+++ Source records

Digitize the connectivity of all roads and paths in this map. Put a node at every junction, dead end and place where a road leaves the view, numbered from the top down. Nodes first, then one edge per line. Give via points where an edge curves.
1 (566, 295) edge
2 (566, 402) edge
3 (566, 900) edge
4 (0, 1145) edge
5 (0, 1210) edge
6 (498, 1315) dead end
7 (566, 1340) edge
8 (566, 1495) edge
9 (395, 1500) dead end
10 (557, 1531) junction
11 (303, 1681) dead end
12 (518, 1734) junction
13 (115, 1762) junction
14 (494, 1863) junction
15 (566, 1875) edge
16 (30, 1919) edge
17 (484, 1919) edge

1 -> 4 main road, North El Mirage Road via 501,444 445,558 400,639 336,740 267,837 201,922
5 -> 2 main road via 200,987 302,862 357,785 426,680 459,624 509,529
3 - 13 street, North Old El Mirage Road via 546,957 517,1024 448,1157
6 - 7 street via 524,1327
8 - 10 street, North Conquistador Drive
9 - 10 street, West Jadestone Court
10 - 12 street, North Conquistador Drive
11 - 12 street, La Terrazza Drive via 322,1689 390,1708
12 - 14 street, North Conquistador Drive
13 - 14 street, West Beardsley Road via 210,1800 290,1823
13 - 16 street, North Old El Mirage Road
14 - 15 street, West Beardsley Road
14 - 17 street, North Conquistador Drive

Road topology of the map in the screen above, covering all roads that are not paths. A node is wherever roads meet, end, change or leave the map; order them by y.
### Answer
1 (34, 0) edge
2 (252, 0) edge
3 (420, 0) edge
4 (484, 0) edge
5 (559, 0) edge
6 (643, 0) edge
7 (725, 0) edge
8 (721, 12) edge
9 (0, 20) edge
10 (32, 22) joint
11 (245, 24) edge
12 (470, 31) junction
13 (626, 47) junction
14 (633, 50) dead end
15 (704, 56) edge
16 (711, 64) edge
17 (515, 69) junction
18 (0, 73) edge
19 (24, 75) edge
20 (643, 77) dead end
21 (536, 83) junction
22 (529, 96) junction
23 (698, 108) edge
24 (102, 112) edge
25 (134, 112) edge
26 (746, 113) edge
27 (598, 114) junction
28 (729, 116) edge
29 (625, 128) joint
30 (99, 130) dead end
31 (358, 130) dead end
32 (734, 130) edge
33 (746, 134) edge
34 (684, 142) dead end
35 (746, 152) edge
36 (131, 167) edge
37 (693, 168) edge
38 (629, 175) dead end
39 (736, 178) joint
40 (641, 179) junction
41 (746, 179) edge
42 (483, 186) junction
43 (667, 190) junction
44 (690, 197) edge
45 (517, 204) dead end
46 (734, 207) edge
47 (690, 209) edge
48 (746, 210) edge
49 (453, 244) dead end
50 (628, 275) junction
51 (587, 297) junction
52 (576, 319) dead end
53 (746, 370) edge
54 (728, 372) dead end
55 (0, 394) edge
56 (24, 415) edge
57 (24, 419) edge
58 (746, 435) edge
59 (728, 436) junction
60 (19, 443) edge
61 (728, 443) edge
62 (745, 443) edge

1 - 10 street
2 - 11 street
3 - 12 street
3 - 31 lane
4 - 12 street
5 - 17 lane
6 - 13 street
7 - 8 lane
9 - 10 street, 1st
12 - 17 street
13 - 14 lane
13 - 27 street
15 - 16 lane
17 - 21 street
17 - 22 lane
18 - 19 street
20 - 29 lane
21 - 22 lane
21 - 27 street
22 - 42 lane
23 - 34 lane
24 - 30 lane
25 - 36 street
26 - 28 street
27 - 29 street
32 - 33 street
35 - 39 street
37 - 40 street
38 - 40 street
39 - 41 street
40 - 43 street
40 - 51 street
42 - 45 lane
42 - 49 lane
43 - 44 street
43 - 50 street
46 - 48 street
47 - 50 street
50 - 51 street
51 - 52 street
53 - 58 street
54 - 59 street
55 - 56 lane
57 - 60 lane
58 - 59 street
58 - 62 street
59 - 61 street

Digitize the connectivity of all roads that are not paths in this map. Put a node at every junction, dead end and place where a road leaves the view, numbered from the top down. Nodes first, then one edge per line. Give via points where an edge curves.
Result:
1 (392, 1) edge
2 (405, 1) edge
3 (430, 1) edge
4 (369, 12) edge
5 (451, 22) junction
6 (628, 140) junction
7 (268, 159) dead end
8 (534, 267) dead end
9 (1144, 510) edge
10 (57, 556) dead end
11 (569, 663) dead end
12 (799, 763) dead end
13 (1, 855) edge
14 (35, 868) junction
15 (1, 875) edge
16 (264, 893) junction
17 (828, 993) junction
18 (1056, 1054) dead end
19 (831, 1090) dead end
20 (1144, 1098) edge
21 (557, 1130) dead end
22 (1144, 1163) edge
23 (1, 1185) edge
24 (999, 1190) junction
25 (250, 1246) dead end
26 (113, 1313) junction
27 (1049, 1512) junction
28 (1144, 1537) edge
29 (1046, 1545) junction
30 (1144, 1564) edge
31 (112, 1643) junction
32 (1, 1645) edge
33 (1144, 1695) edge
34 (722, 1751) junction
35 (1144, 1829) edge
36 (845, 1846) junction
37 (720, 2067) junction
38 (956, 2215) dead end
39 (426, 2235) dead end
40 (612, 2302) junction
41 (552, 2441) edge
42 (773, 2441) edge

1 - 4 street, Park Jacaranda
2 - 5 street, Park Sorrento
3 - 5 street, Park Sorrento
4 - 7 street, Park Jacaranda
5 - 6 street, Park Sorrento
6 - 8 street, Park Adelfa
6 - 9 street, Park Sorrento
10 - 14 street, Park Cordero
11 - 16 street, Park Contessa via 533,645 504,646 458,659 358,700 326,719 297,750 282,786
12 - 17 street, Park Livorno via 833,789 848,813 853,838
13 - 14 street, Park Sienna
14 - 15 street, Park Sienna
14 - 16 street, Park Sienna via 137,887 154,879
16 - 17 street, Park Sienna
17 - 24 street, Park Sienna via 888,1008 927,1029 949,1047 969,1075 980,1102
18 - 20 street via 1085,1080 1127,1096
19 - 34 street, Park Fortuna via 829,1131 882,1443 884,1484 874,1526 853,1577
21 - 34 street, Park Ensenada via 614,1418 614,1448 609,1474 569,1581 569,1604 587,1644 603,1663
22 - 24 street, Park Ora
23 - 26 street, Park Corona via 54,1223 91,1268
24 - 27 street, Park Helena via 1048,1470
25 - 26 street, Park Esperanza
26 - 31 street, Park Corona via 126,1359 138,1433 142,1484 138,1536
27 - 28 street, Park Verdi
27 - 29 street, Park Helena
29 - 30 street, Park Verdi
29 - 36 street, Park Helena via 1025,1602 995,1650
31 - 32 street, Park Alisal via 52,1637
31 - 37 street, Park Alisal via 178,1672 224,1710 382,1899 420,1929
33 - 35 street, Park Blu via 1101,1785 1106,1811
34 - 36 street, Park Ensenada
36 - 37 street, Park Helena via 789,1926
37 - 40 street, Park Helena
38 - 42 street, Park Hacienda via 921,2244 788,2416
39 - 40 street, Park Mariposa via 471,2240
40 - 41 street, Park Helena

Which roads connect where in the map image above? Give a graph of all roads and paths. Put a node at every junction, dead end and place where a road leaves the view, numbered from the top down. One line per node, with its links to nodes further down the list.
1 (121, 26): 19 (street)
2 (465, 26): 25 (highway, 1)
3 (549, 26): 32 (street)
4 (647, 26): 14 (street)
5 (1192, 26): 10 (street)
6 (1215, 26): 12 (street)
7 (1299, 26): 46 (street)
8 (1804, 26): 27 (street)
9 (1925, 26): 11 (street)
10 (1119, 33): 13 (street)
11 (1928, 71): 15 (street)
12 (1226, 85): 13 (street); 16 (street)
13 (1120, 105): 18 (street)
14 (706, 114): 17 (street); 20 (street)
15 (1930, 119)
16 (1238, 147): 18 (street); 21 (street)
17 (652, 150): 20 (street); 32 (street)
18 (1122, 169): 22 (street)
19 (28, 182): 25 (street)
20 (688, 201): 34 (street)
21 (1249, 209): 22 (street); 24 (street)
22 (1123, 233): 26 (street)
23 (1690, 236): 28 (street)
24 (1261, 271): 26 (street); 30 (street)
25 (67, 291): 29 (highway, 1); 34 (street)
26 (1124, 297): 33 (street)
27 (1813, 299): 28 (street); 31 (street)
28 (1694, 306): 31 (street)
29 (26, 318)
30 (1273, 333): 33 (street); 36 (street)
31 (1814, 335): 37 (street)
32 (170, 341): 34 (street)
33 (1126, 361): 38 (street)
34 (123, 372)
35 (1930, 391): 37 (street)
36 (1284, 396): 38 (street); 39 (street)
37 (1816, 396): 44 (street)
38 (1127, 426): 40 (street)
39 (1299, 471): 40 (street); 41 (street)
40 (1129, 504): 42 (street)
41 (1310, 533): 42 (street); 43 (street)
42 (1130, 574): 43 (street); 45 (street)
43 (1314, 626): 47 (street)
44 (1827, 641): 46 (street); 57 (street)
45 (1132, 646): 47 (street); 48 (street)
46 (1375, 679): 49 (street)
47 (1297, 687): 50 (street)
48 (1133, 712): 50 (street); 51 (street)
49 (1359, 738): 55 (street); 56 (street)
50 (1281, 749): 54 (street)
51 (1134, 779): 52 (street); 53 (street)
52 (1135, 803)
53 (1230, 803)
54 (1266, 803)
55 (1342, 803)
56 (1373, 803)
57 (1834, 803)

++++++

## Problem to solve
Pick out all lines from the data above in which the word "first" appears.

## Finished exercise
Digitize the connectivity of all roads and paths in this map. Put a node at every junction, dead end and place where a road leaves the view, numbered from the top down. Nodes first, then one edge per line. Give via points where an edge curves.
Digitize the connectivity of all roads that are not paths in this map. Put a node at every junction, dead end and place where a road leaves the view, numbered from the top down. Nodes first, then one edge per line. Give via points where an edge curves.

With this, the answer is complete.